My mother and grandmother were both children’s librarians so I grew up in libraries – I can’t tell you what an important part libraries have played in my life.

Libraries were also incredibly important to young Jack London. He was born into a life of grinding poverty. If you think you’re poor today, compared to Jack, you’re not. There was no social net to protect him at all. Wits and will was how people got along. A free library was a gift to a young man with a thirst for knowledge. It’s where he educated himself. And if it hadn’t been for a librarian who took an interest in him and pointed him in the right direction each time he needed it, who knows where he might have ended up.
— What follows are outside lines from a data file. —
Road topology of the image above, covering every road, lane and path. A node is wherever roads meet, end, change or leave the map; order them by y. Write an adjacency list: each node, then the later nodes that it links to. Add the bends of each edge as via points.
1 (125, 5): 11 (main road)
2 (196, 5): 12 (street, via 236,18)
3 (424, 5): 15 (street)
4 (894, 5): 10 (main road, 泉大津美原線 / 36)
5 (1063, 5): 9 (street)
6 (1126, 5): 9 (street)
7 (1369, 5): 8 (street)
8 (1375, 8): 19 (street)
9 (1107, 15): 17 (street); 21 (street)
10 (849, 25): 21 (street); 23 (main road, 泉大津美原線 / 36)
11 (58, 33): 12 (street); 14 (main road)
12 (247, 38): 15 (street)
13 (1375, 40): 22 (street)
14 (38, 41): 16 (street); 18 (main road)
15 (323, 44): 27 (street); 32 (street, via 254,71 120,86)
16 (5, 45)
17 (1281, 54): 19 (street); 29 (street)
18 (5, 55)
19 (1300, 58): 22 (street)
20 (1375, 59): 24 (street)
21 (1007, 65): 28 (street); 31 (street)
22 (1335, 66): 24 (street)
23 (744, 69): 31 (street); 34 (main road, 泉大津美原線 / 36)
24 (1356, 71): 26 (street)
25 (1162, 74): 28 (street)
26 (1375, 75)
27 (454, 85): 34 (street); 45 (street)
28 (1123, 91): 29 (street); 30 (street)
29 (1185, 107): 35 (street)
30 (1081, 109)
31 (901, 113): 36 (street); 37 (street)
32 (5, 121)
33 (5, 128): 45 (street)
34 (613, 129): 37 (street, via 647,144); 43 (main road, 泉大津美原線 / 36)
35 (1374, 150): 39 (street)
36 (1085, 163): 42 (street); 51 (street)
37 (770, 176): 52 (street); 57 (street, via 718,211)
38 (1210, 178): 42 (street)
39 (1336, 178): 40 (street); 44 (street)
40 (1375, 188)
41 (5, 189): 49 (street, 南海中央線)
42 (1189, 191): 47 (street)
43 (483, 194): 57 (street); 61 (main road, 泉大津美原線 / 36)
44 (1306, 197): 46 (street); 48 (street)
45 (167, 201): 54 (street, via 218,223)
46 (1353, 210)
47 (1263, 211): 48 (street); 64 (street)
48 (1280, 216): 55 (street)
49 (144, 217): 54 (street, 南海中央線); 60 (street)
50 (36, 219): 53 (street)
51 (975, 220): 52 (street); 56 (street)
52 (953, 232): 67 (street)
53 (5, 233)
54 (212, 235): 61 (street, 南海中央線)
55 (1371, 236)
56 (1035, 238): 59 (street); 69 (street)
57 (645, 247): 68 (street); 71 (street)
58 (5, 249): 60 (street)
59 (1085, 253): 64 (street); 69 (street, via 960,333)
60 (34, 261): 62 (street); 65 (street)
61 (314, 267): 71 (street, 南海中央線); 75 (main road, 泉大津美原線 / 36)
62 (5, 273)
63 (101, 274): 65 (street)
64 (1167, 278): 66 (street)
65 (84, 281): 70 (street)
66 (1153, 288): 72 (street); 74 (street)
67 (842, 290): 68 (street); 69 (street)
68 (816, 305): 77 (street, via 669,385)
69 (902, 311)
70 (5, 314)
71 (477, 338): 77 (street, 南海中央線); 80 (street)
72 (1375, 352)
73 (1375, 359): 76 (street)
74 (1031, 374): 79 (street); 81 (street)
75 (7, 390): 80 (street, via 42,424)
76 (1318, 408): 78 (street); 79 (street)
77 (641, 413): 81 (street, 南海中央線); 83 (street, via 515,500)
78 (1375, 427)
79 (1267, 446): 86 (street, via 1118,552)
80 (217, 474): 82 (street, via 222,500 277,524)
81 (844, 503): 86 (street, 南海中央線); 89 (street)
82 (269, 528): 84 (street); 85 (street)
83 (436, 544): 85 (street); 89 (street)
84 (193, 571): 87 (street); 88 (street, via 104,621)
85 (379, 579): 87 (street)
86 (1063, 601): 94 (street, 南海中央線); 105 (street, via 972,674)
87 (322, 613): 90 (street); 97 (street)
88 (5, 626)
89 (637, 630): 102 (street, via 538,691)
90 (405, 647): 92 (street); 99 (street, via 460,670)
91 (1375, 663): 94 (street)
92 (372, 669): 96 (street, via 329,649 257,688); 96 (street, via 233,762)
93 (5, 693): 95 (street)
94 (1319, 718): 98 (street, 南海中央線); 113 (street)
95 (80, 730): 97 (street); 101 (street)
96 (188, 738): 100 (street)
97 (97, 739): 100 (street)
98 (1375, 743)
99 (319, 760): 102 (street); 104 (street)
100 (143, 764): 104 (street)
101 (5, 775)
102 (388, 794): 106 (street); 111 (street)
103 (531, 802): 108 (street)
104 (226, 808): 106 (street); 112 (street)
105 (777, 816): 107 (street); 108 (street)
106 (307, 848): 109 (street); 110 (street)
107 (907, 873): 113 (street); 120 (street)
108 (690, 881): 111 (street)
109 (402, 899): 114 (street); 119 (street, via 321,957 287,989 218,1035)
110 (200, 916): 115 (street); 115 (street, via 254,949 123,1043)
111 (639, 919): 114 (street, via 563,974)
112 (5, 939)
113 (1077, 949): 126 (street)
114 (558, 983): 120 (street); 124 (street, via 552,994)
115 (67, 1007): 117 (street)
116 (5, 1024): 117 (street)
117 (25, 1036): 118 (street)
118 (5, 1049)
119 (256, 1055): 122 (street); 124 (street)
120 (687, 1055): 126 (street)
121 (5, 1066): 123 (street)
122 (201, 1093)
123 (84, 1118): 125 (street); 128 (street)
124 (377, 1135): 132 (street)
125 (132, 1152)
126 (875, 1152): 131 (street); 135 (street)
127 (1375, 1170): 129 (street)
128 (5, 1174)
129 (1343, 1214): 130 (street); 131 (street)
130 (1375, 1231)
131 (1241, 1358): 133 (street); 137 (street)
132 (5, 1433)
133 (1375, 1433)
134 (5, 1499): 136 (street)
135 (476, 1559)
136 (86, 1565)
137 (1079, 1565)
That’s what a great librarian truly does – helps guide a questing mind.

I’d like to welcome all of you to the Kick-off event for this year’s JaxRead program. This is part of a nationwide program called the Big Read, supported by the National Endowment for the Arts. Its mission is simple, to inspire people across the country to pick up a good book. I am the author of a new novel called Jack London in Paradise. I can’t think of a better good book to pick up than the book JaxRead has selected and that I’m here to talk about tonight, Jack London’s Call of the Wild.

It’s hard to believe that this amazing book is over a hundred years old. It was published in 1903 but you could be led to think that it was just written last week. That’s one of the reasons that The Call of the Wild is such an important book – it is what they call a timeless tale. Jack was twenty-six years old when he wrote it. It was his second novel in what would become an amazing string of fifty books over the next fourteen years with over twenty of them novels. The Call of the Wild is not a very long book but it took Jack London a long time to write it. He hadn’t seen his friends in a long time while he was working on it. When he finished it he brought all his friends to his home and read the whole thing to them. All of them knew by the next morning that it was a masterpiece.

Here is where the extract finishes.